Use a battery charger to recharge the battery. Alternators are designed to maintain battery charge, not to recharge a dead battery. If the battery is run-down or dead, therefore, it should be recharged with a battery charger before the vehicle is driven, or before a replacement alternator is installed. This will minimize the stress on the charging system and reduce the risk of overheating and failure.
Test the battery to make sure it is still good. The condition of the battery should always be tested if it fails to hold a charge or a charging problem is suspected. The problem may be an old battery that needs to be replaced, not a bad alternator.
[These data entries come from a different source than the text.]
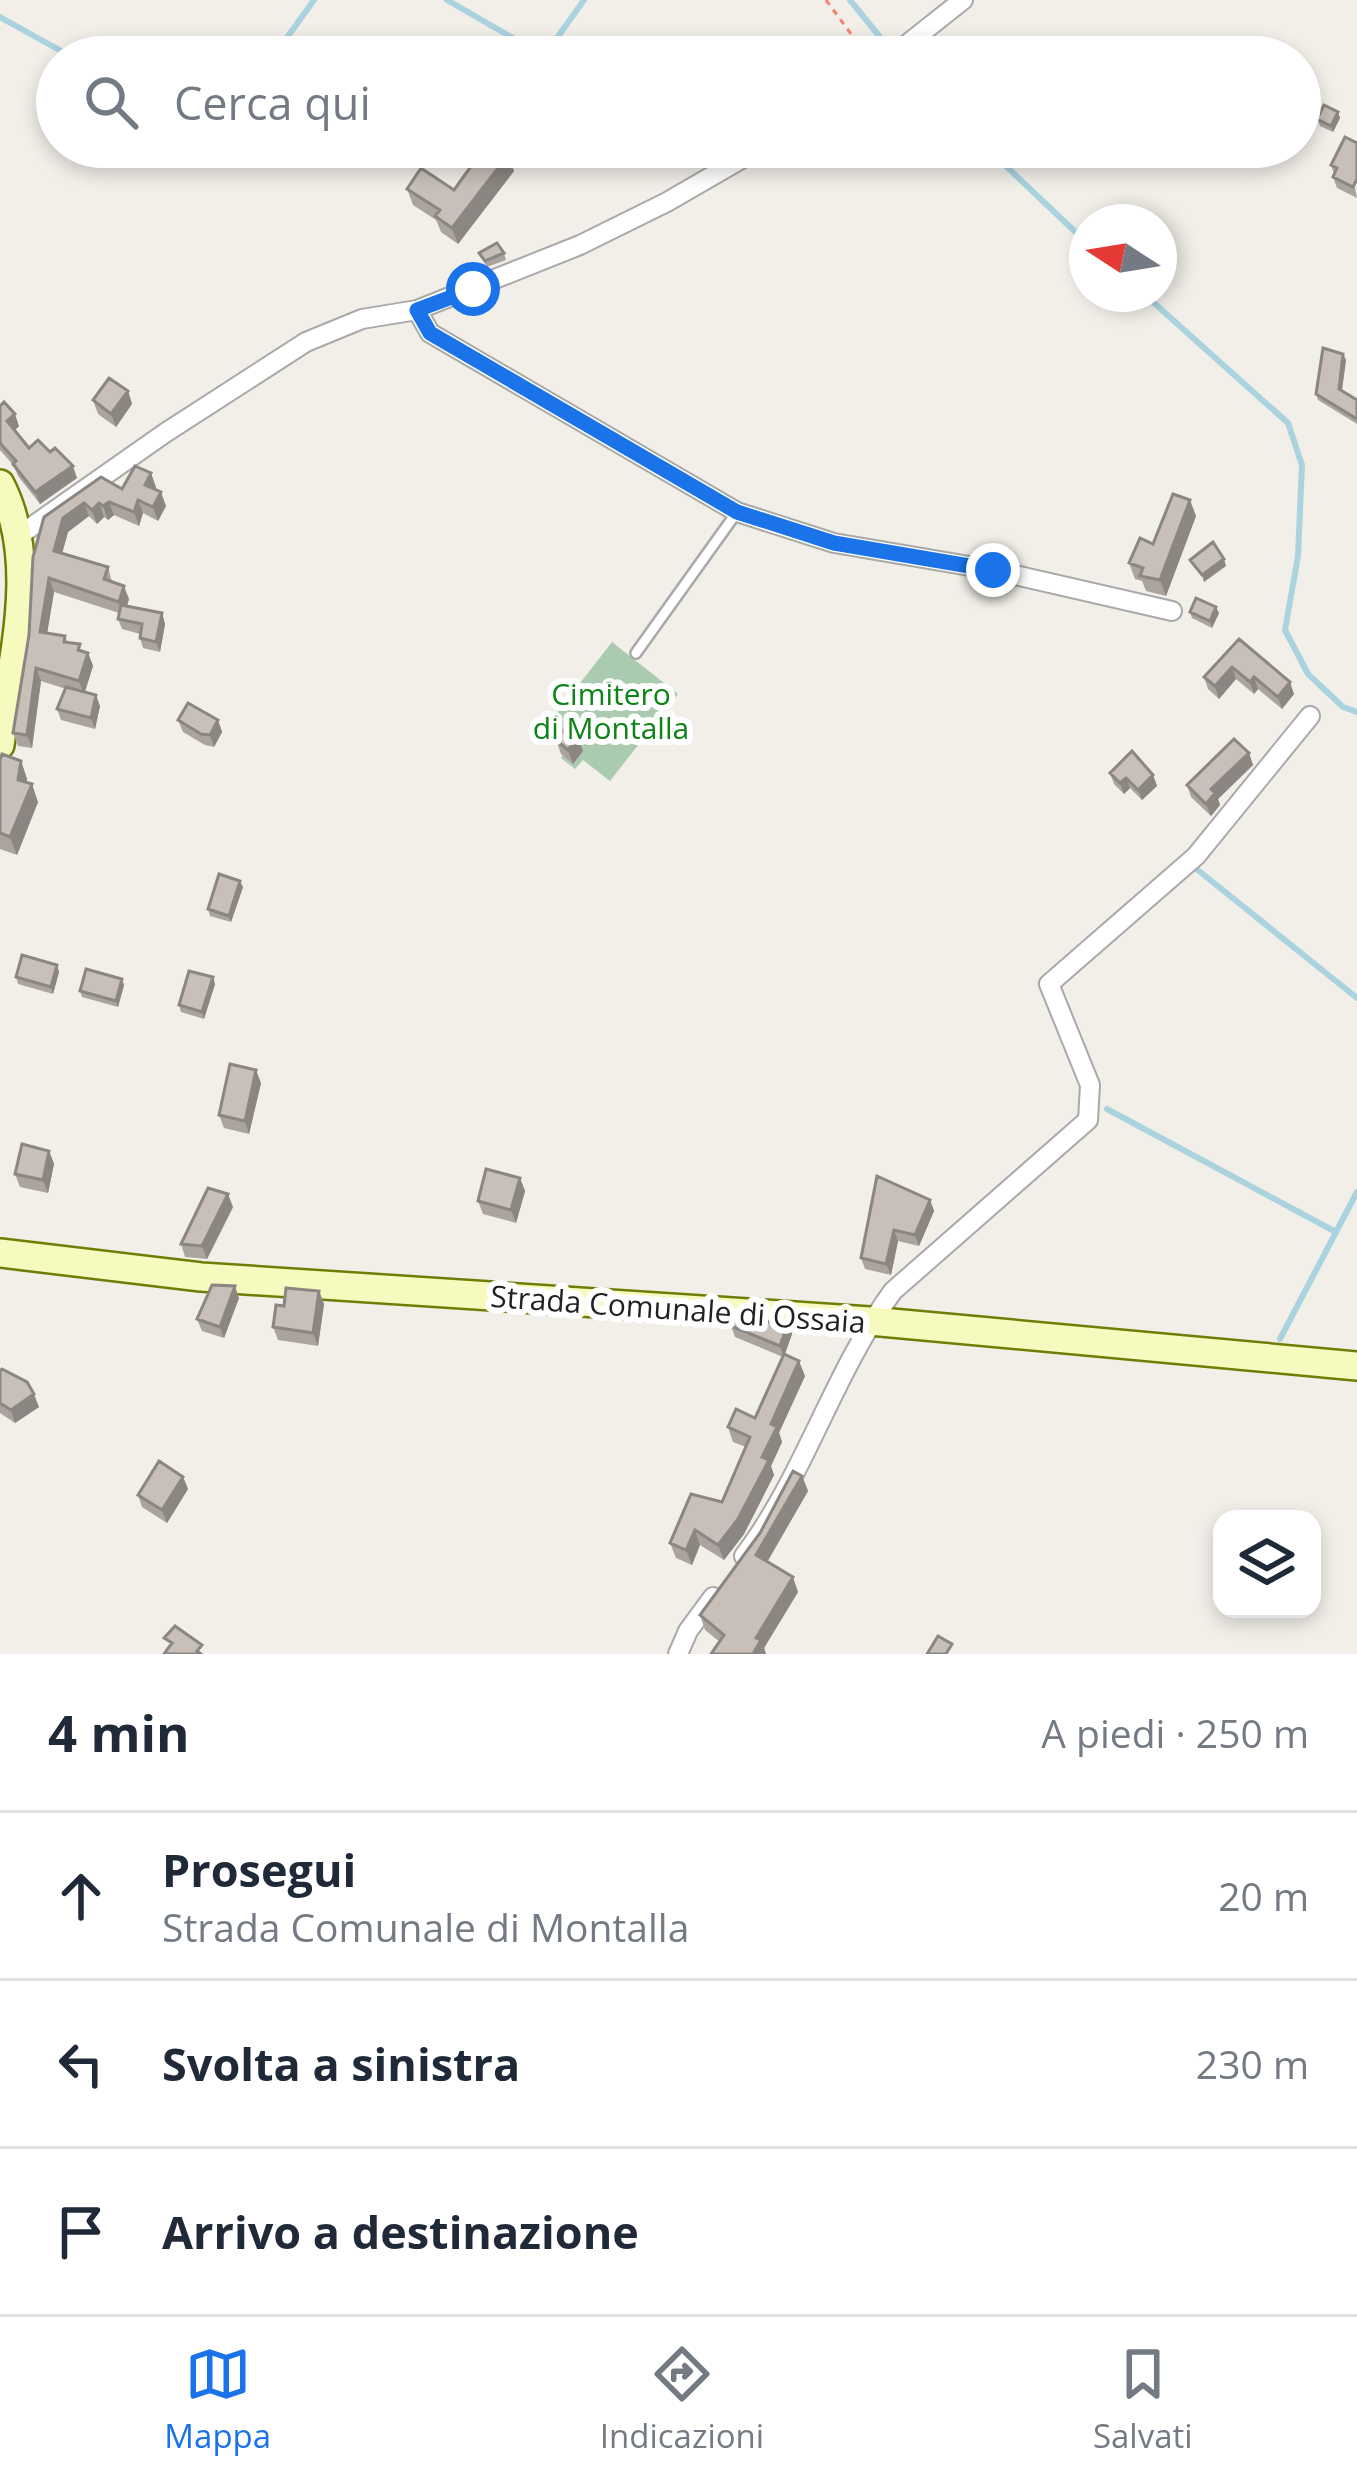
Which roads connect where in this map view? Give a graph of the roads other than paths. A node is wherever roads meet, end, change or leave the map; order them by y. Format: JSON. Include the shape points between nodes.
{"nodes":[{"id":1,"x":963,"y":0,"type":"edge"},
{"id":2,"x":918,"y":36,"type":"edge"},
{"id":3,"x":726,"y":168,"type":"edge"},
{"id":4,"x":417,"y":310,"type":"junction"},
{"id":5,"x":0,"y":484,"type":"edge"},
{"id":6,"x":737,"y":512,"type":"junction"},
{"id":7,"x":17,"y":536,"type":"junction"},
{"id":8,"x":1172,"y":611,"type":"dead end"},
{"id":9,"x":636,"y":653,"type":"dead end"},
{"id":10,"x":1310,"y":716,"type":"dead end"},
{"id":11,"x":0,"y":745,"type":"edge"},
{"id":12,"x":0,"y":1253,"type":"edge"},
{"id":13,"x":871,"y":1321,"type":"junction"},
{"id":14,"x":1357,"y":1366,"type":"edge"},
{"id":15,"x":678,"y":1654,"type":"edge"}],
"edges":[{"from":1,"to":2,"type":"street"},
{"from":3,"to":4,"type":"street","via":[[580,245]]},
{"from":4,"to":6,"type":"street","via":[[430,333]]},
{"from":4,"to":7,"type":"street","via":[[306,342]]},
{"from":5,"to":7,"type":"street"},
{"from":6,"to":8,"type":"street","via":[[834,543]]},
{"from":6,"to":9,"type":"lane"},
{"from":7,"to":11,"type":"street","via":[[22,580]]},
{"from":10,"to":13,"type":"street","via":[[1196,856],[1049,984],[1090,1085],[1088,1120],[893,1291]]},
{"from":12,"to":13,"type":"street","name":"Strada Comunale di Ossaia","via":[[201,1277]]},
{"from":13,"to":14,"type":"street","name":"Strada Comunale di Ossaia"},
{"from":13,"to":15,"type":"street","via":[[755,1541]]}]}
Get the correct alternator pulley.Make sure the pulley on the replacement alternator is the same as the one on the old unit. Many late model alternators are now equipped with an overrunning pulley decoupler that allows the alternator to momentarily disengage from the belt drive where there are sudden changes in belt speed. This reduces noise and harshness, and prolongs the life of the serpentine belt. If a replacement alternator with an ordinary direct drive pulley is installed, it could lead to premature belt failure. For more information about this subject, see www.decouplerpulley.com.
Replace the serpentine belt. If the serpentine belt has more than 50,000 miles on it, throw it away and replace it with a new one.
Check the automatic belt tensioner. If the automatic belt tensioner is rusted, weak or stuck, it won't maintain the proper tension on the serpentine belt, allowing it to slip.
* On some GM vehicles, a voltage drop of up to 0.5 volts on the positive side may be acceptable. Check service specifications.
* If a battery keeps running down and the charging system appears to be functioning normally, the problem may be a higher than normal parasitic electrical drain on the battery when the key is off. On most vehicles, the normal drain on the battery should be 50 milliamps or less. But on some late model Fords, the normal drain may 300 to 400 milliamps with a few drawing as much as 850 milliamps for up to an hour after the engine is shut off (the modules are in stand-by mode during this period). After all the modules shut down, though, the current drain on the battery should drop to 50 milliamps or less.
Chrysler Alternator Failure Recall - October 2014
Chrysler issued recall # 106345 for alternator failures on the following models: 2011-2014 Chrysler 300, Dodge Charger, Challenger, and Durango; and 2012-2014 Jeep Grand Cherokee (manufactured April 22, 2010 to January 2, 2014) with a 3.6L engine and 160 amp alternator. Chrysler says the alternator may fail without warning, causing the battery to run down and/or the vehicle to stall.In the affected vehicles, the alternator may suddenly fail.